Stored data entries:
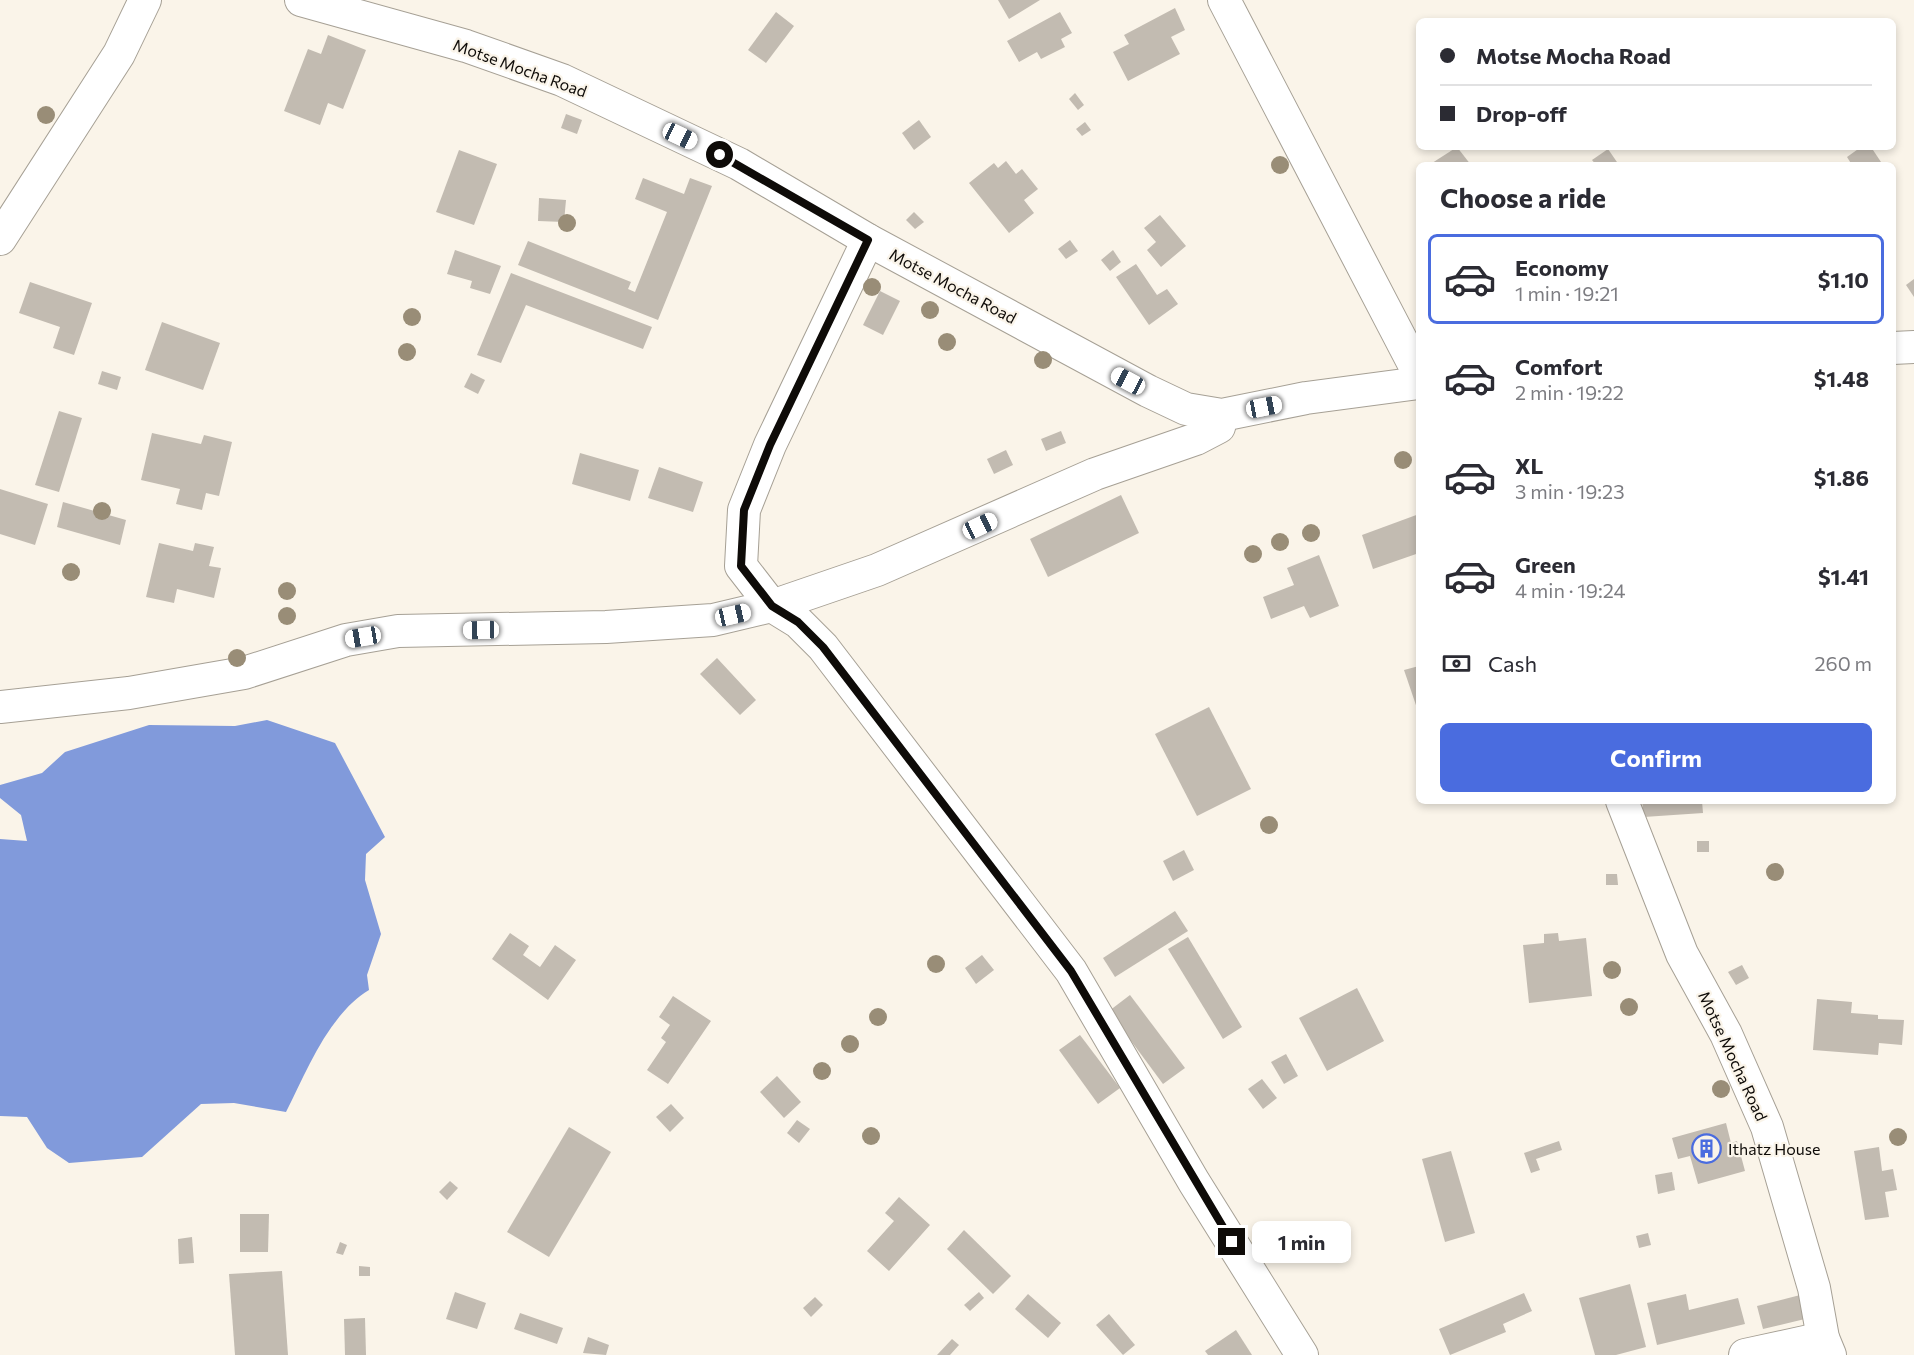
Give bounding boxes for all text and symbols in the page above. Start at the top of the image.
street label: Motse Mocha Road [451,35,590,101]
text: Motse Mocha Road [1476,42,1671,69]
text: Drop-off [1476,100,1567,127]
car [660,120,700,152]
route start [706,141,733,168]
text: Choose a ride [1440,181,1606,214]
street label: Motse Mocha Road [887,244,1020,327]
icon: car [1443,252,1497,306]
text: Economy [1515,254,1609,281]
text: $1.10 [1818,266,1869,293]
text: 1 min · 19:21 [1515,281,1619,305]
icon: car [1443,351,1497,405]
text: Comfort [1515,353,1603,380]
car [1108,365,1148,397]
text: $1.48 [1814,365,1869,392]
text: 2 min · 19:22 [1515,380,1624,404]
car [1245,395,1283,419]
icon: car [1443,450,1497,504]
text: XL [1515,452,1543,479]
text: $1.86 [1814,464,1869,491]
text: 3 min · 19:23 [1515,479,1625,503]
car [960,510,1000,542]
icon: car [1443,549,1497,603]
text: Green [1515,551,1576,578]
text: $1.41 [1818,563,1869,590]
text: 4 min · 19:24 [1515,578,1625,602]
car [713,602,753,628]
car [463,621,499,639]
car [344,625,382,649]
icon: cash [1440,647,1473,680]
text: Cash [1488,650,1537,677]
text: 260 m [1814,651,1872,675]
button: Confirm [1440,723,1872,792]
street label: Motse Mocha Road [1695,988,1772,1124]
building icon: Ithatz House [1691,1133,1723,1165]
place label: Ithatz House [1728,1139,1820,1158]
callout: 1 min [1253,1221,1352,1263]
route end [1218,1228,1245,1255]
text: 1 min [1278,1230,1325,1254]

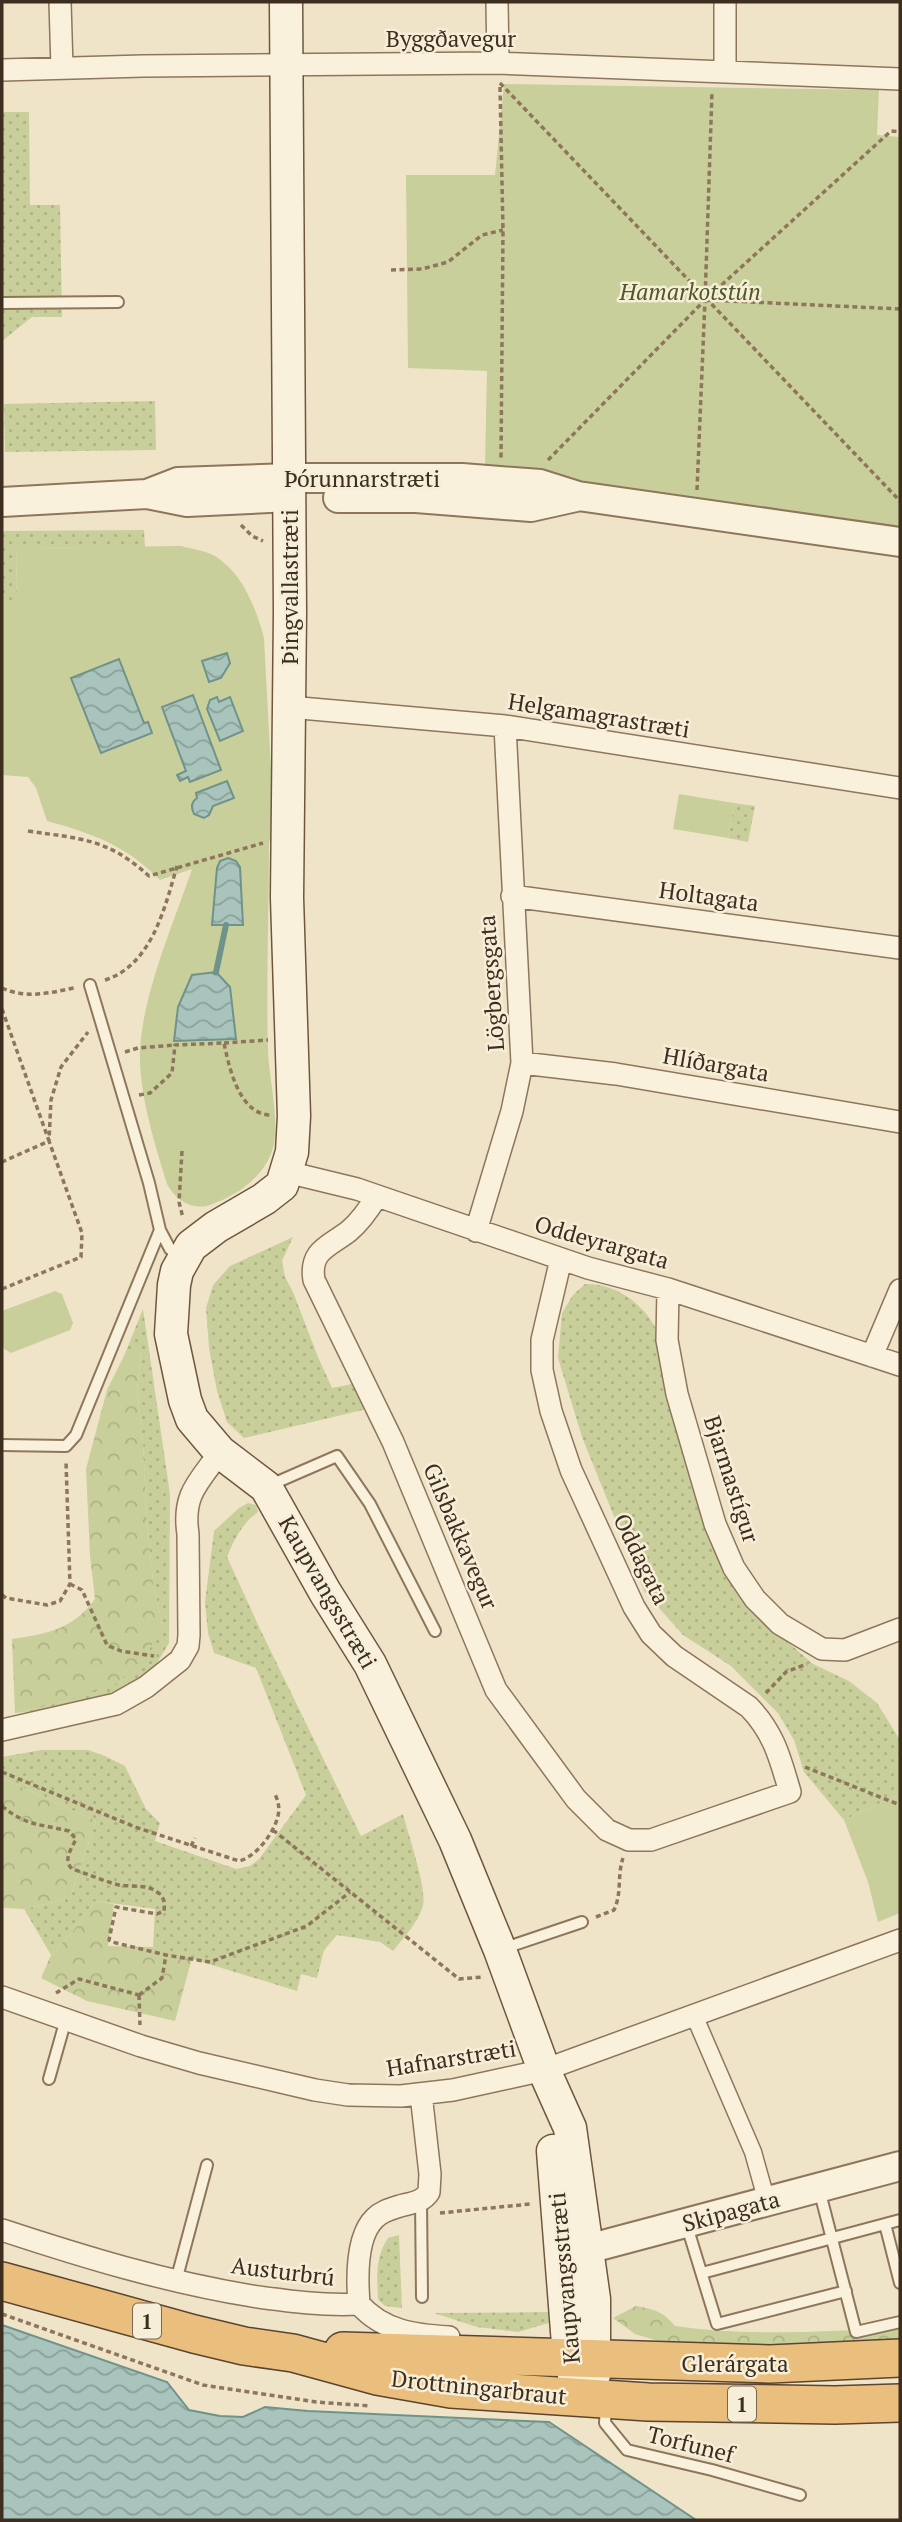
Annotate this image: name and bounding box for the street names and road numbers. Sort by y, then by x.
street label: Byggðavegur [386,23,516,54]
street label: Þórunnarstræti [284,463,440,494]
street label: Þingvallastræti [274,509,305,665]
street label: Helgamagrastræti [506,685,692,745]
street label: Holtagata [657,874,761,918]
street label: Lögbergsgata [471,914,511,1052]
street label: Hlíðargata [661,1039,772,1089]
street label: Oddeyrargata [531,1208,673,1276]
street label: Bjarmastígur [697,1411,767,1547]
street label: Gilsbakkavegur [416,1458,506,1614]
street label: Oddagata [607,1508,678,1610]
street label: Kaupvangsstræti [272,1510,384,1674]
street label: Hafnarstræti [384,2032,518,2084]
street label: Skipagata [679,2183,783,2239]
street label: Kaupvangsstræti [541,2191,587,2365]
street label: Austurbrú [229,2249,337,2293]
road number: 1 [133,2304,161,2338]
street label: Glerárgata [681,2348,789,2379]
street label: Drottningarbraut [390,2362,569,2412]
road number: 1 [728,2386,756,2422]
street label: Torfunef [644,2418,740,2470]

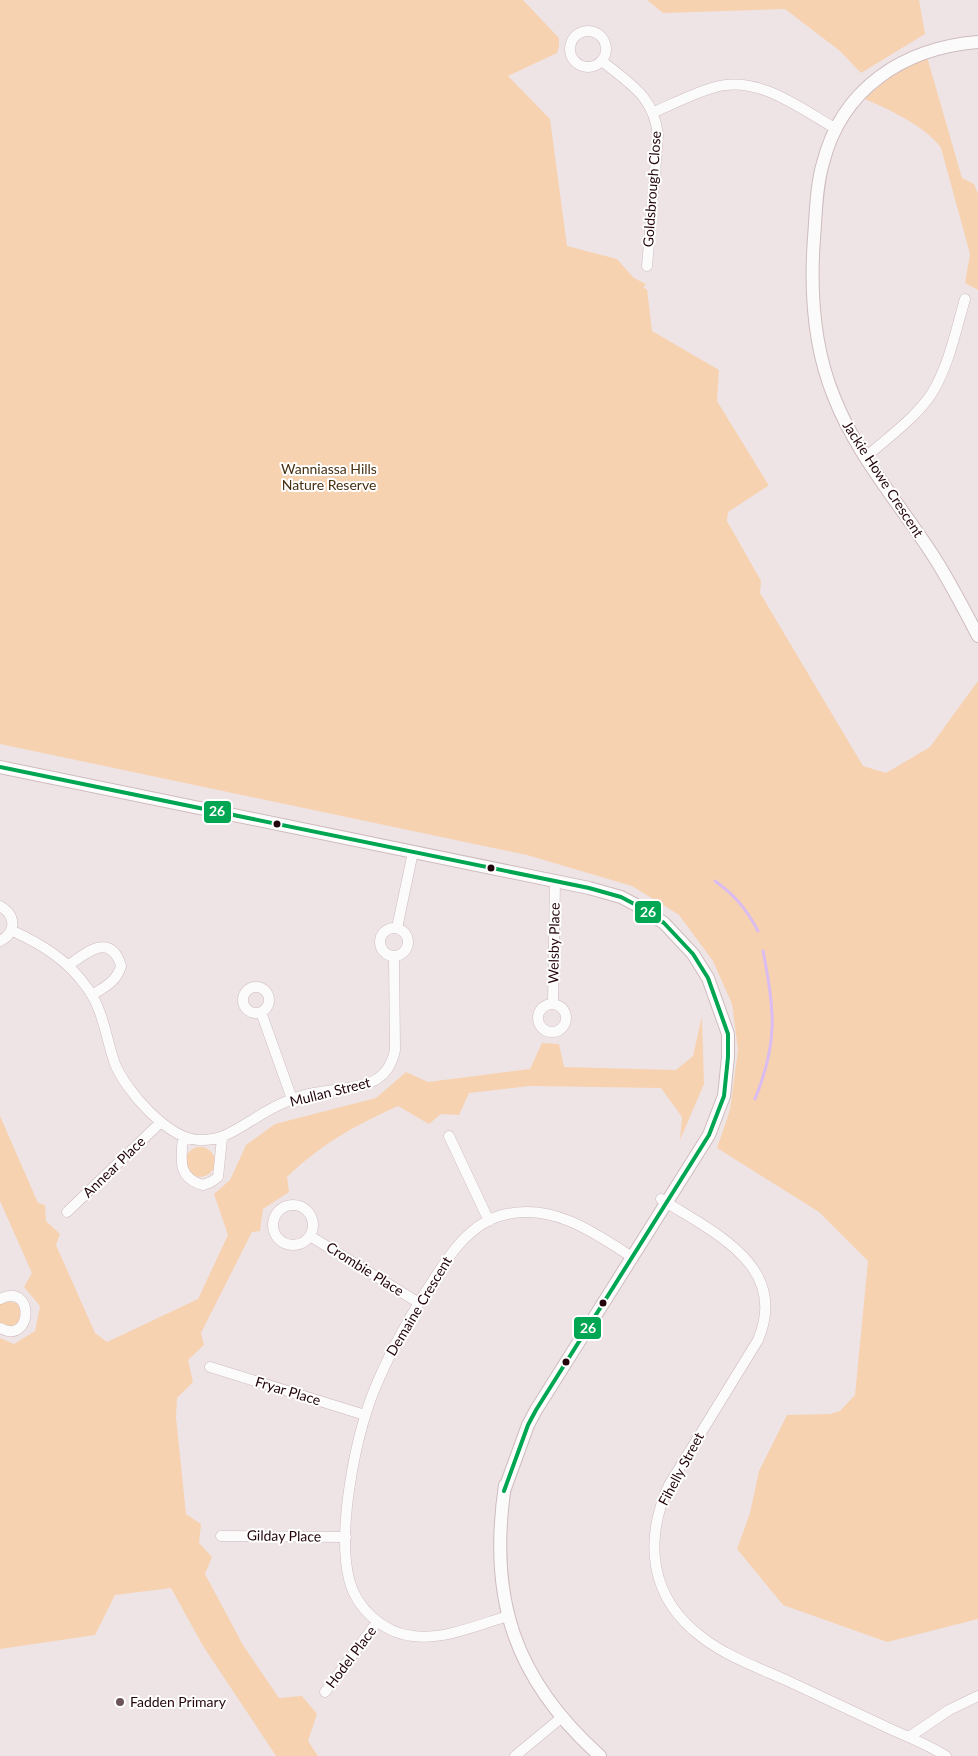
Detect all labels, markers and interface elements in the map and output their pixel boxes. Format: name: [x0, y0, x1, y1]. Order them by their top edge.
street label: Goldsbrough Close: [639, 130, 664, 248]
street label: Jackie Howe Crescent: [839, 417, 927, 540]
park label: Wanniassa Hills Nature Reserve: [281, 460, 377, 493]
line badge: 26: [203, 800, 232, 824]
text: 26: [209, 802, 225, 819]
unlabelled marker: [272, 819, 282, 829]
unlabelled marker: [486, 863, 496, 873]
line badge: 26: [634, 900, 662, 924]
street label: Welsby Place: [544, 902, 563, 984]
text: 26: [640, 903, 656, 920]
street label: Mullan Street: [288, 1073, 372, 1110]
street label: Annear Place: [79, 1133, 148, 1201]
street label: Crombie Place: [323, 1238, 407, 1299]
street label: Demaine Crescent: [382, 1253, 455, 1358]
unlabelled marker: [598, 1298, 608, 1308]
line badge: 26: [573, 1316, 602, 1340]
text: 26: [580, 1319, 596, 1336]
unlabelled marker: [561, 1357, 571, 1367]
street label: Fryar Place: [253, 1373, 323, 1409]
street label: Fihelly Street: [654, 1429, 707, 1508]
street label: Gilday Place: [247, 1526, 321, 1545]
street label: Hodel Place: [322, 1622, 379, 1691]
place label: Fadden Primary: [130, 1693, 227, 1710]
marker: Fadden Primary: [114, 1696, 126, 1708]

Assignment:
Without including any picture, print all of the entries above exactly.

Response to the task:
Give bounding boxes for all text and symbols in the page above. Start at the top of the image.
street label: Motse Mocha Road [451,35,590,101]
text: Motse Mocha Road [1476,42,1671,69]
text: Drop-off [1476,100,1567,127]
car [660,120,700,152]
route start [706,141,733,168]
text: Choose a ride [1440,181,1606,214]
street label: Motse Mocha Road [887,244,1020,327]
icon: car [1443,252,1497,306]
text: Economy [1515,254,1609,281]
text: $1.10 [1818,266,1869,293]
text: 1 min · 19:21 [1515,281,1619,305]
icon: car [1443,351,1497,405]
text: Comfort [1515,353,1603,380]
car [1108,365,1148,397]
text: $1.48 [1814,365,1869,392]
text: 2 min · 19:22 [1515,380,1624,404]
car [1245,395,1283,419]
icon: car [1443,450,1497,504]
text: XL [1515,452,1543,479]
text: $1.86 [1814,464,1869,491]
text: 3 min · 19:23 [1515,479,1625,503]
car [960,510,1000,542]
icon: car [1443,549,1497,603]
text: Green [1515,551,1576,578]
text: $1.41 [1818,563,1869,590]
text: 4 min · 19:24 [1515,578,1625,602]
car [713,602,753,628]
car [463,621,499,639]
car [344,625,382,649]
icon: cash [1440,647,1473,680]
text: Cash [1488,650,1537,677]
text: 260 m [1814,651,1872,675]
button: Confirm [1440,723,1872,792]
street label: Motse Mocha Road [1695,988,1772,1124]
building icon: Ithatz House [1691,1133,1723,1165]
place label: Ithatz House [1728,1139,1820,1158]
callout: 1 min [1253,1221,1352,1263]
route end [1218,1228,1245,1255]
text: 1 min [1278,1230,1325,1254]

Annotate this image: name and bounding box for the street names and road numbers. Sort by y, then by x.
street label: Byggðavegur [386,23,516,54]
street label: Þórunnarstræti [284,463,440,494]
street label: Þingvallastræti [274,509,305,665]
street label: Helgamagrastræti [506,685,692,745]
street label: Holtagata [657,874,761,918]
street label: Lögbergsgata [471,914,511,1052]
street label: Hlíðargata [661,1039,772,1089]
street label: Oddeyrargata [531,1208,673,1276]
street label: Bjarmastígur [697,1411,767,1547]
street label: Gilsbakkavegur [416,1458,506,1614]
street label: Oddagata [607,1508,678,1610]
street label: Kaupvangsstræti [272,1510,384,1674]
street label: Hafnarstræti [384,2032,518,2084]
street label: Skipagata [679,2183,783,2239]
street label: Kaupvangsstræti [541,2191,587,2365]
street label: Austurbrú [229,2249,337,2293]
road number: 1 [133,2304,161,2338]
street label: Glerárgata [681,2348,789,2379]
street label: Drottningarbraut [390,2362,569,2412]
road number: 1 [728,2386,756,2422]
street label: Torfunef [644,2418,740,2470]

Detect all labels, markers and interface elements in the map and output their pixel boxes. Format: name: [x0, y0, x1, y1]. Order them by their top edge.
street label: Goldsbrough Close: [639, 130, 664, 248]
street label: Jackie Howe Crescent: [839, 417, 927, 540]
park label: Wanniassa Hills Nature Reserve: [281, 460, 377, 493]
line badge: 26: [203, 800, 232, 824]
text: 26: [209, 802, 225, 819]
unlabelled marker: [272, 819, 282, 829]
unlabelled marker: [486, 863, 496, 873]
line badge: 26: [634, 900, 662, 924]
street label: Welsby Place: [544, 902, 563, 984]
text: 26: [640, 903, 656, 920]
street label: Mullan Street: [288, 1073, 372, 1110]
street label: Annear Place: [79, 1133, 148, 1201]
street label: Crombie Place: [323, 1238, 407, 1299]
street label: Demaine Crescent: [382, 1253, 455, 1358]
unlabelled marker: [598, 1298, 608, 1308]
line badge: 26: [573, 1316, 602, 1340]
text: 26: [580, 1319, 596, 1336]
unlabelled marker: [561, 1357, 571, 1367]
street label: Fryar Place: [253, 1373, 323, 1409]
street label: Fihelly Street: [654, 1429, 707, 1508]
street label: Gilday Place: [247, 1526, 321, 1545]
street label: Hodel Place: [322, 1622, 379, 1691]
place label: Fadden Primary: [130, 1693, 227, 1710]
marker: Fadden Primary: [114, 1696, 126, 1708]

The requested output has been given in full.